Before the change, MIT-based MITES admitted only African-Americans, Hispanic-Americans and Native-Americans. Now, students worry that admitting applicants from other groups will hurt the program’s focus on minority acheivement.
Legal action prompted the change in policy.
The Center for Equal Opportunity (CEO), a conservative advocacy group, filed a complaint against MITES with the Department of Education’s Office of Civil Rights (OCR).
The admissions policy of MITES was targeted for its exclusion of non-minorities.
“It barred absolutely students who were not the right skin color and that is not only objectional as a matter of policy, it’s also illegal,” said Roger Clegg, general counsel for the center.
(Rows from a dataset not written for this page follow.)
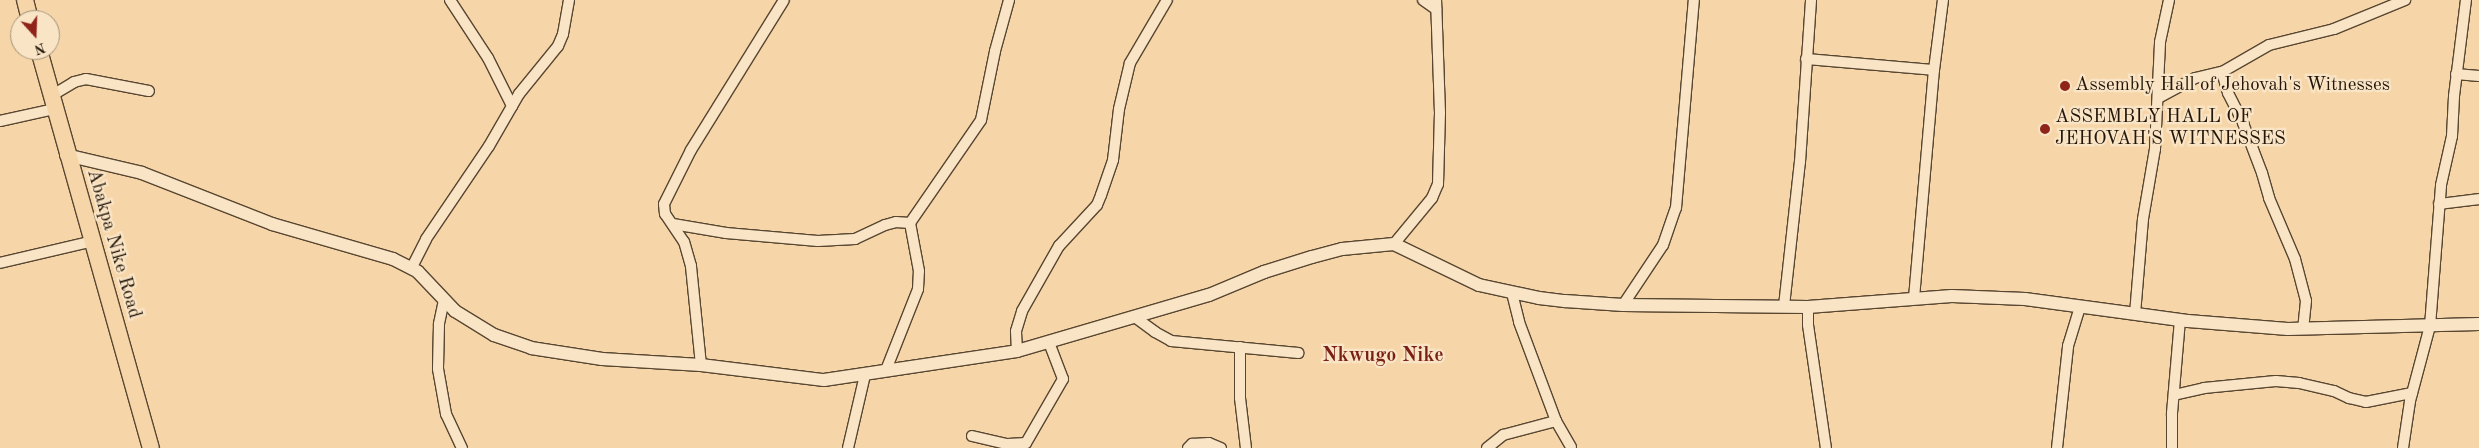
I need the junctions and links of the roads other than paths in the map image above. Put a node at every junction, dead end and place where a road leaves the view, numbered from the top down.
1 (450, 0) edge
2 (569, 0) edge
3 (784, 0) edge
4 (1009, 0) edge
5 (1167, 0) edge
6 (1423, 0) edge
7 (1694, 0) edge
8 (1811, 0) edge
9 (1943, 0) edge
10 (2168, 0) edge
11 (2405, 0) edge
12 (2466, 0) edge
13 (1436, 4) edge
14 (1806, 59) junction
15 (41, 60) edge
16 (1934, 70) junction
17 (2222, 72) junction
18 (2456, 74) junction
19 (2479, 76) edge
20 (149, 90) dead end
21 (2158, 98) junction
22 (53, 102) junction
23 (512, 106) junction
24 (0, 121) edge
25 (66, 155) junction
26 (2479, 200) edge
27 (2439, 204) junction
28 (910, 223) junction
29 (673, 224) junction
30 (93, 241) junction
31 (1394, 244) junction
32 (0, 263) edge
33 (412, 267) junction
34 (1512, 293) junction
35 (1914, 298) junction
36 (444, 300) junction
37 (1623, 305) junction
38 (1784, 306) junction
39 (1808, 306) junction
40 (2080, 307) junction
41 (2135, 314) junction
42 (1136, 318) junction
43 (2180, 320) junction
44 (2479, 324) edge
45 (2430, 326) junction
46 (2303, 329) junction
47 (1049, 343) junction
48 (1240, 346) junction
49 (1017, 351) junction
50 (1298, 353) dead end
51 (701, 365) junction
52 (886, 370) junction
53 (865, 375) junction
54 (2412, 393) junction
55 (2174, 395) junction
56 (1556, 421) junction
57 (972, 436) dead end
58 (1571, 447) dead end
59 (150, 448) edge
60 (462, 448) edge
61 (848, 448) edge
62 (1188, 448) edge
63 (1221, 448) edge
64 (1246, 448) edge
65 (1487, 448) edge
66 (1826, 448) edge
67 (2057, 448) edge
68 (2172, 448) edge
69 (2403, 448) edge

1 - 23 street
2 - 23 street
3 - 29 street
4 - 28 street
5 - 49 street
6 - 13 street
7 - 37 street
8 - 14 street
9 - 16 street
10 - 21 street
11 - 17 street
12 - 18 street
13 - 31 street
14 - 16 street
14 - 38 street
15 - 22 main road, Abakpa Nike Road
16 - 35 street
17 - 21 street
17 - 46 street
18 - 19 street
18 - 27 street
20 - 22 street
21 - 41 street
22 - 24 street
22 - 25 main road, Abakpa Nike Road
23 - 33 street
25 - 30 main road, Abakpa Nike Road
25 - 33 street
26 - 27 street
27 - 45 street
28 - 29 street
28 - 52 street
29 - 51 street
30 - 32 street
30 - 59 main road, Abakpa Nike Road
31 - 34 street
31 - 42 street
33 - 36 street
34 - 37 street
34 - 56 street
35 - 39 street
35 - 40 street
36 - 51 street
36 - 60 street
37 - 38 street
38 - 39 street
39 - 66 street
40 - 41 street
40 - 67 street
41 - 43 street
42 - 47 street
42 - 48 street
43 - 46 street
43 - 55 street
44 - 45 street
45 - 46 street
45 - 54 street
47 - 49 street
47 - 57 street
48 - 50 street
48 - 64 street
49 - 52 street
51 - 53 street
52 - 53 street
53 - 61 street
54 - 55 street
54 - 69 street
55 - 68 street
56 - 58 street
56 - 65 street
62 - 63 street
More than 1,300 high school seniors have enrolled in the six-week program over the past 27 years.
“Without MITES I wouldn’t have even considered Harvard or any institution in the Cambridge area,” said Alliah D. Agostini ’04, who attended the program during the summer of 1999. “It just seemed unachievable, [a] mythical school, Disney material.”
Agostini said that by meeting MITES tutors—alums of the program who were enrolled in schools like Harvard—she realized that admission was a feasible goal.
“I did know that black people went to Harvard, but I didn’t know how many there were. It just kind of opened my eyes, actually seeing it for myself,” Agostini said. “The program was, in a word, empowering.”
CEO learned of the program from a parent whose child was not allowed to apply. After complaining directly to MIT without success two years ago, the group went to the government, which then initiated an investigation into MITES.
After seeking legal advice on the matter, MIT decided that they had to change the program.
“We didn’t change because we wanted to. We changed because we had no choice,” said MIT Dean of Undergraduate Education Robert P. Redwine.
Clegg said that his organization has alerted other colleges about similar programs and is now waiting for them to change their policies.
Last week, Princeton University changed its policy on admitting only minorities to its Junior Summer Institute, hosted by the Woodrow Wilson School of Public and International Affairs.